Given the head of a singly linked list, sort the list using insertion sort, and return the sorted list's head.
The steps of the insertion sort algorithm:
- Insertion sort iterates, consuming one input element each repetition and growing a sorted output list.
- At each iteration, insertion sort removes one element from the input data, finds the location it belongs within the sorted list and inserts it there.
- It repeats until no input elements remain.

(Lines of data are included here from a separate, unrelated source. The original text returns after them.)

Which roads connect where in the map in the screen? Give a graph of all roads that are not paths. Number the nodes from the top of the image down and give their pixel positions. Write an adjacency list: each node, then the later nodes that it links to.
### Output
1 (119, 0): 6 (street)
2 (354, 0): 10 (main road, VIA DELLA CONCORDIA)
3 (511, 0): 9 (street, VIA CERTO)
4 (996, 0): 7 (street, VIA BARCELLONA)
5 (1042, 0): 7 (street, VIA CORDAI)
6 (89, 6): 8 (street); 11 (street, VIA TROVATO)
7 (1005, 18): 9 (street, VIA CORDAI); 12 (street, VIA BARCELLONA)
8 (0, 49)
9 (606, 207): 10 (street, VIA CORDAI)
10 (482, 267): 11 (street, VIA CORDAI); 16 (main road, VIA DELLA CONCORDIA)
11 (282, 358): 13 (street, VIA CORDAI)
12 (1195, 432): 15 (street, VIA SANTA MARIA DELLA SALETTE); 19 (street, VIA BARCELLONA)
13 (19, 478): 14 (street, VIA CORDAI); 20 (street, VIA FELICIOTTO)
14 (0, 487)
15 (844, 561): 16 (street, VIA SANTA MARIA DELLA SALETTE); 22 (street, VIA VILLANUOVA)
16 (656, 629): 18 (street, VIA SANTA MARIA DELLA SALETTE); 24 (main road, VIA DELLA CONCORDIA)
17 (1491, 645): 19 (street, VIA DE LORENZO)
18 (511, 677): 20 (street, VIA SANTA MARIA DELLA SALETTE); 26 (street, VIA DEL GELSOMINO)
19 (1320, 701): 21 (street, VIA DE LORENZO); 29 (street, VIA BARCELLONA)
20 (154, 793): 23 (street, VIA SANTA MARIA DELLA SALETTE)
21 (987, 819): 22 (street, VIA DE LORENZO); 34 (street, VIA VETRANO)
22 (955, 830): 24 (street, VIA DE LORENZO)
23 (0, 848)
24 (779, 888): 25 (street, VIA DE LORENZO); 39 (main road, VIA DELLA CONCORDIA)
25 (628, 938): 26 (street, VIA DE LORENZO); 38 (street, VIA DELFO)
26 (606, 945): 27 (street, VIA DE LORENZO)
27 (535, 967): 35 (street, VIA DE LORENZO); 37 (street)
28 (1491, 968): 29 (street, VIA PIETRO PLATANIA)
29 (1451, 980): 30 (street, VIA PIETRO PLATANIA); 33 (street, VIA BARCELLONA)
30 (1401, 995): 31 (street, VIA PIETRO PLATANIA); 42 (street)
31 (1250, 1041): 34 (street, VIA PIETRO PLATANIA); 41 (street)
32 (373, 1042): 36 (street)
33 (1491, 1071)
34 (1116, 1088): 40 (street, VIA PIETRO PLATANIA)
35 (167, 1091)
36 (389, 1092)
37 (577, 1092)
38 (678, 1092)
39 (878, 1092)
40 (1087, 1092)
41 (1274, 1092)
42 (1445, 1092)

The following is a graphical example of the insertion sort algorithm. The partially sorted list (black) initially contains only the first element in the list. One element (red) is removed from the input data and inserted in-place into the sorted list with each iteration.
Example 1:
Input: head = [4,2,1,3] Output: [1,2,3,4]
Example 2:
Input: head = [-1,5,3,4,0] Output: [-1,0,3,4,5]
Constraints:
- The number of nodes in the list is in the range
[1, 5000]. -5000 <= Node.val <= 5000
Companies:
Apple
Related Topics:
Linked List, Sorting
Similar Questions:
// OJ: https://leetcode.com/problems/insertion-sort-list/
// Author: github.com/lzl124631x
// Time: O(N^2)
// Space: O(1)
class Solution {
public:
ListNode* insertionSortList(ListNode* head) {
ListNode dummy;
while (head) {
auto node = head;
head = head->next;
auto p = &dummy;
while (p->next && p->next->val < node->val) p = p->next;
node->next = p->next;
p->next = node;
}
return dummy.next;
}
};